• _Task brief_
Repeat all the records exactly, omitting pictures.

Collected data entries
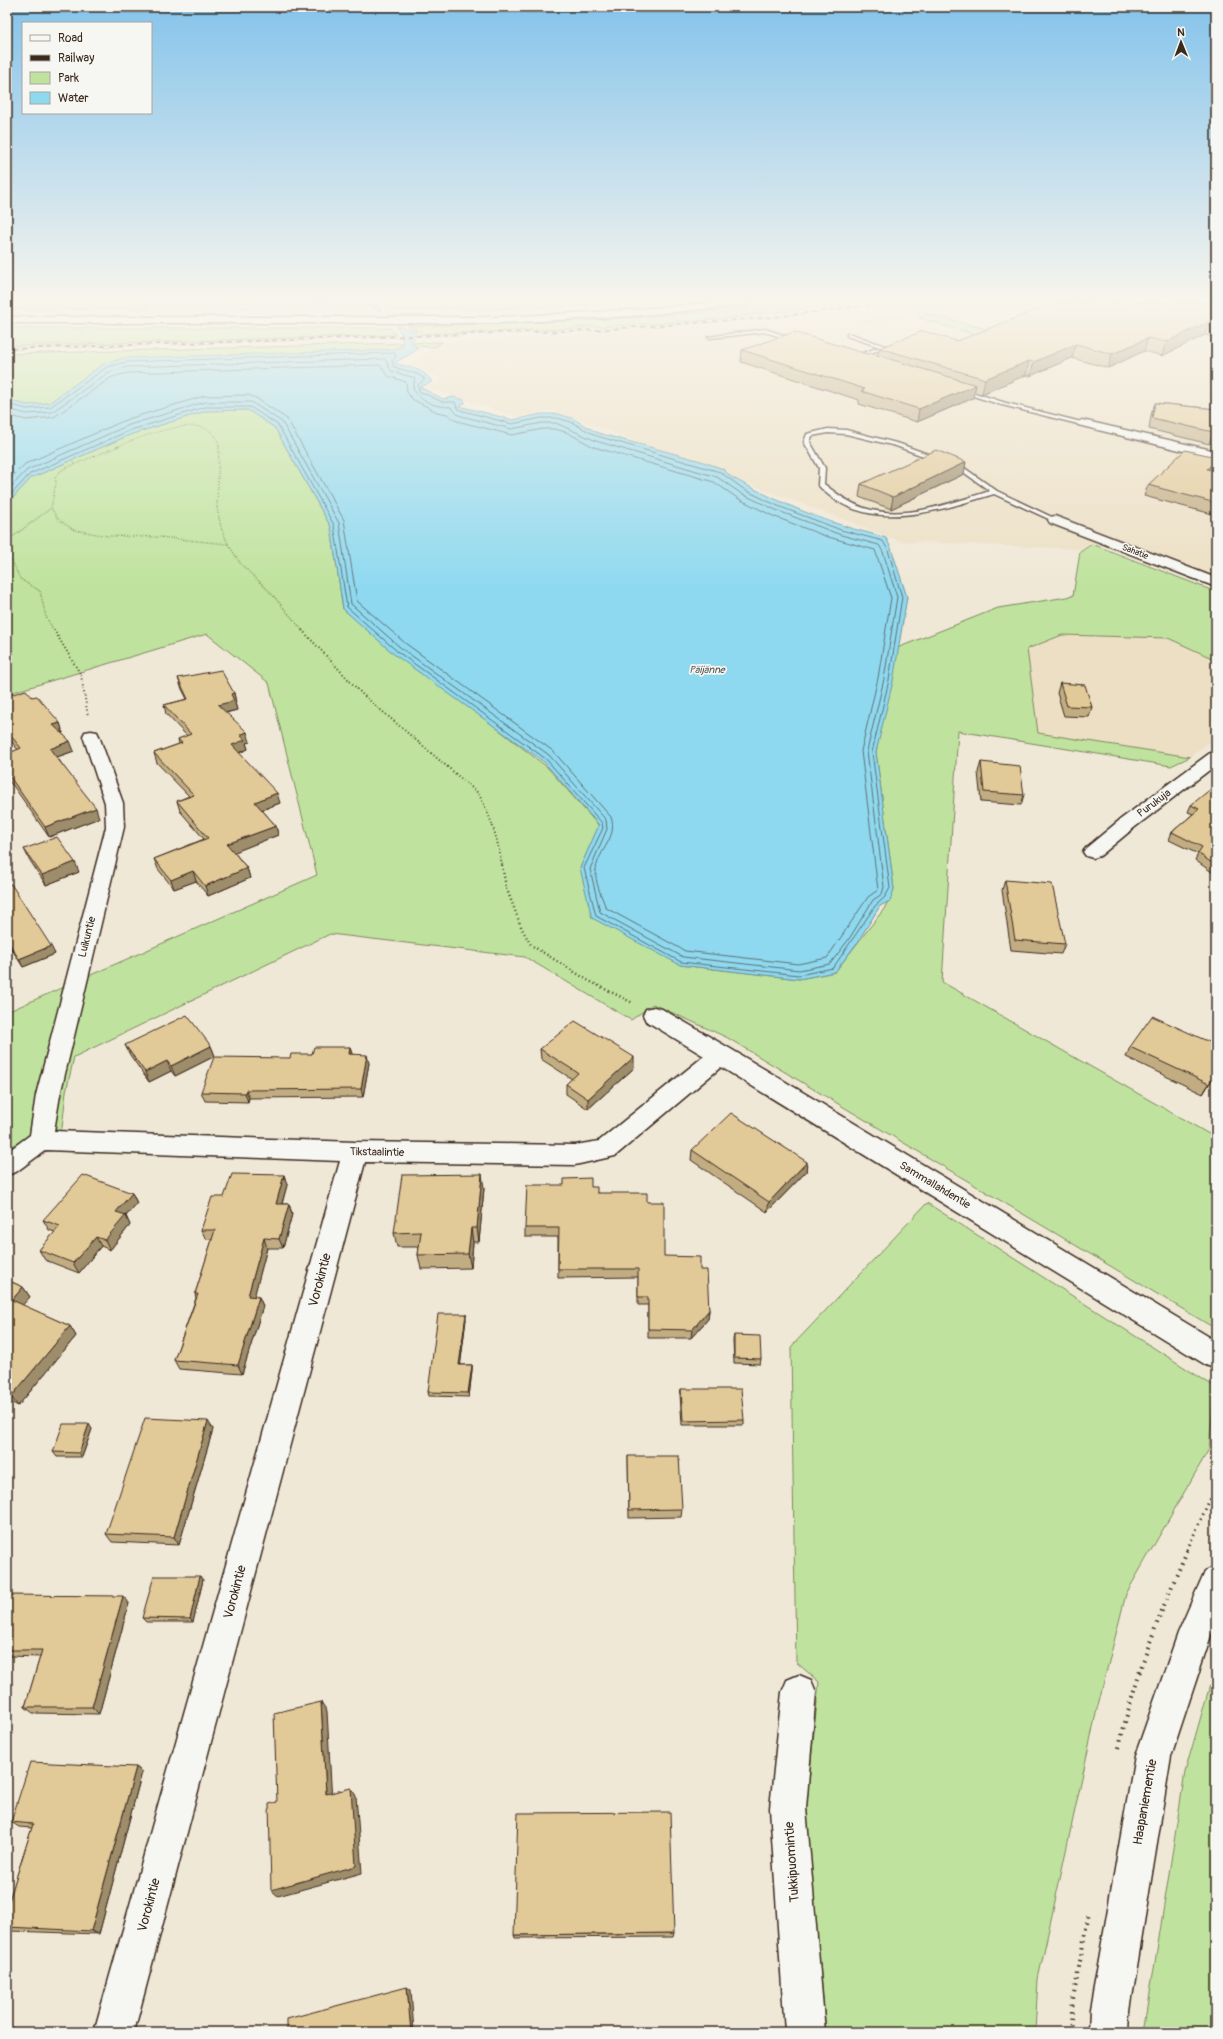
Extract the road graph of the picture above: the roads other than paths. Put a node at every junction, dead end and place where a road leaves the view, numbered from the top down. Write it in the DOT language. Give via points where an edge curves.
graph roads {
  1 [pos="982,397"];
  2 [pos="1082,423"];
  3 [pos="1216,455"];
  4 [pos="995,492"];
  5 [pos="1054,520"];
  6 [pos="1216,583"];
  7 [pos="91,736"];
  8 [pos="1216,757"];
  9 [pos="1093,852"];
  10 [pos="654,1015"];
  11 [pos="721,1054"];
  12 [pos="41,1140"];
  13 [pos="355,1152"];
  14 [pos="7,1165"];
  15 [pos="1216,1356"];
  16 [pos="1216,1582"];
  17 [pos="799,1692"];
  18 [pos="114,2032"];
  19 [pos="805,2032"];
  20 [pos="1109,2032"];
  1 -- 2 [label="lane"];
  2 -- 3 [label="main road"];
  4 -- 4 [label="lane" via="961,468 898,445 840,432 809,435 807,442 818,459 824,476 821,485 848,505 877,514 910,514"];
  4 -- 5 [label="lane"];
  5 -- 6 [label="main road, Sahatie"];
  7 -- 12 [label="main road, Luikuntie" via="114,804 115,827 48,1095"];
  8 -- 9 [label="main road, Purukuja"];
  10 -- 11 [label="main road, Sammallahdentie"];
  11 -- 13 [label="main road, Tikstaalintie" via="606,1149 575,1155"];
  11 -- 15 [label="main road, Sammallahdentie"];
  12 -- 13 [label="main road, Tikstaalintie"];
  12 -- 14 [label="main road"];
  13 -- 18 [label="main road, Vorokintie"];
  16 -- 20 [label="main road, Haapaniementie" via="1194,1633 1152,1756 1110,2010"];
  17 -- 19 [label="main road, Tukkipuomintie" via="788,1808"];
}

• _Answer to the exercise_
Extract the road graph of the picture above: the roads other than paths. Put a node at every junction, dead end and place where a road leaves the view, numbered from the top down. Write it in the DOT language. Give via points where an edge curves.
graph roads {
  1 [pos="982,397"];
  2 [pos="1082,423"];
  3 [pos="1216,455"];
  4 [pos="995,492"];
  5 [pos="1054,520"];
  6 [pos="1216,583"];
  7 [pos="91,736"];
  8 [pos="1216,757"];
  9 [pos="1093,852"];
  10 [pos="654,1015"];
  11 [pos="721,1054"];
  12 [pos="41,1140"];
  13 [pos="355,1152"];
  14 [pos="7,1165"];
  15 [pos="1216,1356"];
  16 [pos="1216,1582"];
  17 [pos="799,1692"];
  18 [pos="114,2032"];
  19 [pos="805,2032"];
  20 [pos="1109,2032"];
  1 -- 2 [label="lane"];
  2 -- 3 [label="main road"];
  4 -- 4 [label="lane" via="961,468 898,445 840,432 809,435 807,442 818,459 824,476 821,485 848,505 877,514 910,514"];
  4 -- 5 [label="lane"];
  5 -- 6 [label="main road, Sahatie"];
  7 -- 12 [label="main road, Luikuntie" via="114,804 115,827 48,1095"];
  8 -- 9 [label="main road, Purukuja"];
  10 -- 11 [label="main road, Sammallahdentie"];
  11 -- 13 [label="main road, Tikstaalintie" via="606,1149 575,1155"];
  11 -- 15 [label="main road, Sammallahdentie"];
  12 -- 13 [label="main road, Tikstaalintie"];
  12 -- 14 [label="main road"];
  13 -- 18 [label="main road, Vorokintie"];
  16 -- 20 [label="main road, Haapaniementie" via="1194,1633 1152,1756 1110,2010"];
  17 -- 19 [label="main road, Tukkipuomintie" via="788,1808"];
}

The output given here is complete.